■ **Aim of the exercise**
Your answer should restate each line of the data below word for word.

-- -- --

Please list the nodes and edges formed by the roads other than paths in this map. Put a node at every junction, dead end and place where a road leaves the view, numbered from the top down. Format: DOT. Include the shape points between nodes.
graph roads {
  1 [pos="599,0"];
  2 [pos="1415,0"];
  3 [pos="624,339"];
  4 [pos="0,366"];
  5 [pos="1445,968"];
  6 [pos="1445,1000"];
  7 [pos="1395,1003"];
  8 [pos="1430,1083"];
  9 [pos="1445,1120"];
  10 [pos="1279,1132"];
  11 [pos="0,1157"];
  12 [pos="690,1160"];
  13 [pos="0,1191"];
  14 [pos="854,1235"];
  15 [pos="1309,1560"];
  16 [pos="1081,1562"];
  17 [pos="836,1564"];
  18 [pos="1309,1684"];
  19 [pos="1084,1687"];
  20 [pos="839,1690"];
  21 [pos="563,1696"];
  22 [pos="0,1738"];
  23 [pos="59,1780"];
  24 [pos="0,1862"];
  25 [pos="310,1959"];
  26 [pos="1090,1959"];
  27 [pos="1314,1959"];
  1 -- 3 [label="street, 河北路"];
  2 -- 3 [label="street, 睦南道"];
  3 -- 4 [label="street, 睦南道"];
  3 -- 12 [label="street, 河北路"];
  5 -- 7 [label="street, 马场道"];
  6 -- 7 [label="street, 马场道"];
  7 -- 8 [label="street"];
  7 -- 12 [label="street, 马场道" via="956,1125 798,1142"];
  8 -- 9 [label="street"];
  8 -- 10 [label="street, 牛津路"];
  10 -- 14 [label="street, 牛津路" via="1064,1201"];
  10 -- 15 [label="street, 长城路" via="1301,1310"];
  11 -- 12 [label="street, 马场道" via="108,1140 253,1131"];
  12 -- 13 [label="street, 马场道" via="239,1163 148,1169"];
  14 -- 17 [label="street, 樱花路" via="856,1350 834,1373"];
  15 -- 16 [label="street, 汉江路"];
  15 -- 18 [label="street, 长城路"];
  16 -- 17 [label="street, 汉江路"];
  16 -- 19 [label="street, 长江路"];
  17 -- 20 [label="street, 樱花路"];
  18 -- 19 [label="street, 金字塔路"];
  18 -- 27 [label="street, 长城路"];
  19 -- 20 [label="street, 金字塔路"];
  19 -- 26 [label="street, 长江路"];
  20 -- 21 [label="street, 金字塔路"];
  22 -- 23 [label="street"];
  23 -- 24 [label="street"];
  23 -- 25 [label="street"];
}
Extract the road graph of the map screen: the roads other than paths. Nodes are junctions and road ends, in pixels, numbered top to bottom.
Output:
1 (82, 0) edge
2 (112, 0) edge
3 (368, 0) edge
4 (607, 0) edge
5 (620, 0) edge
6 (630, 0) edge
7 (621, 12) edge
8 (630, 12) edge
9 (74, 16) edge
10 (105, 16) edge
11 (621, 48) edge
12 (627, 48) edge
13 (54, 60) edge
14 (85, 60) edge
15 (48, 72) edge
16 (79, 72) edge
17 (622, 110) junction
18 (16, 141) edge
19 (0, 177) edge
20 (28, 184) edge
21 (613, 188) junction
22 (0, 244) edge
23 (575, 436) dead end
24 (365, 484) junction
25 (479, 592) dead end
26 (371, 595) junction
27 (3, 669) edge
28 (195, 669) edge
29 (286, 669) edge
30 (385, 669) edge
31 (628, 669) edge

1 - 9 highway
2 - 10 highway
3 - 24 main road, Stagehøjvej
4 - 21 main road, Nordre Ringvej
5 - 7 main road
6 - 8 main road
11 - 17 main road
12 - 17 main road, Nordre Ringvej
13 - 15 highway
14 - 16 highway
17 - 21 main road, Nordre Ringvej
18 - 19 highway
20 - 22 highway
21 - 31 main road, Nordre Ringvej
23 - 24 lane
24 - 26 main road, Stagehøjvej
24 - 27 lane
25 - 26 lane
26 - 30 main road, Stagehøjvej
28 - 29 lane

-- -- --

■ **Solved exercise**
Please list the nodes and edges formed by the roads other than paths in this map. Put a node at every junction, dead end and place where a road leaves the view, numbered from the top down. Format: DOT. Include the shape points between nodes.
graph roads {
  1 [pos="599,0"];
  2 [pos="1415,0"];
  3 [pos="624,339"];
  4 [pos="0,366"];
  5 [pos="1445,968"];
  6 [pos="1445,1000"];
  7 [pos="1395,1003"];
  8 [pos="1430,1083"];
  9 [pos="1445,1120"];
  10 [pos="1279,1132"];
  11 [pos="0,1157"];
  12 [pos="690,1160"];
  13 [pos="0,1191"];
  14 [pos="854,1235"];
  15 [pos="1309,1560"];
  16 [pos="1081,1562"];
  17 [pos="836,1564"];
  18 [pos="1309,1684"];
  19 [pos="1084,1687"];
  20 [pos="839,1690"];
  21 [pos="563,1696"];
  22 [pos="0,1738"];
  23 [pos="59,1780"];
  24 [pos="0,1862"];
  25 [pos="310,1959"];
  26 [pos="1090,1959"];
  27 [pos="1314,1959"];
  1 -- 3 [label="street, 河北路"];
  2 -- 3 [label="street, 睦南道"];
  3 -- 4 [label="street, 睦南道"];
  3 -- 12 [label="street, 河北路"];
  5 -- 7 [label="street, 马场道"];
  6 -- 7 [label="street, 马场道"];
  7 -- 8 [label="street"];
  7 -- 12 [label="street, 马场道" via="956,1125 798,1142"];
  8 -- 9 [label="street"];
  8 -- 10 [label="street, 牛津路"];
  10 -- 14 [label="street, 牛津路" via="1064,1201"];
  10 -- 15 [label="street, 长城路" via="1301,1310"];
  11 -- 12 [label="street, 马场道" via="108,1140 253,1131"];
  12 -- 13 [label="street, 马场道" via="239,1163 148,1169"];
  14 -- 17 [label="street, 樱花路" via="856,1350 834,1373"];
  15 -- 16 [label="street, 汉江路"];
  15 -- 18 [label="street, 长城路"];
  16 -- 17 [label="street, 汉江路"];
  16 -- 19 [label="street, 长江路"];
  17 -- 20 [label="street, 樱花路"];
  18 -- 19 [label="street, 金字塔路"];
  18 -- 27 [label="street, 长城路"];
  19 -- 20 [label="street, 金字塔路"];
  19 -- 26 [label="street, 长江路"];
  20 -- 21 [label="street, 金字塔路"];
  22 -- 23 [label="street"];
  23 -- 24 [label="street"];
  23 -- 25 [label="street"];
}
Extract the road graph of the map screen: the roads other than paths. Nodes are junctions and road ends, in pixels, numbered top to bottom.
Output:
1 (82, 0) edge
2 (112, 0) edge
3 (368, 0) edge
4 (607, 0) edge
5 (620, 0) edge
6 (630, 0) edge
7 (621, 12) edge
8 (630, 12) edge
9 (74, 16) edge
10 (105, 16) edge
11 (621, 48) edge
12 (627, 48) edge
13 (54, 60) edge
14 (85, 60) edge
15 (48, 72) edge
16 (79, 72) edge
17 (622, 110) junction
18 (16, 141) edge
19 (0, 177) edge
20 (28, 184) edge
21 (613, 188) junction
22 (0, 244) edge
23 (575, 436) dead end
24 (365, 484) junction
25 (479, 592) dead end
26 (371, 595) junction
27 (3, 669) edge
28 (195, 669) edge
29 (286, 669) edge
30 (385, 669) edge
31 (628, 669) edge

1 - 9 highway
2 - 10 highway
3 - 24 main road, Stagehøjvej
4 - 21 main road, Nordre Ringvej
5 - 7 main road
6 - 8 main road
11 - 17 main road
12 - 17 main road, Nordre Ringvej
13 - 15 highway
14 - 16 highway
17 - 21 main road, Nordre Ringvej
18 - 19 highway
20 - 22 highway
21 - 31 main road, Nordre Ringvej
23 - 24 lane
24 - 26 main road, Stagehøjvej
24 - 27 lane
25 - 26 lane
26 - 30 main road, Stagehøjvej
28 - 29 lane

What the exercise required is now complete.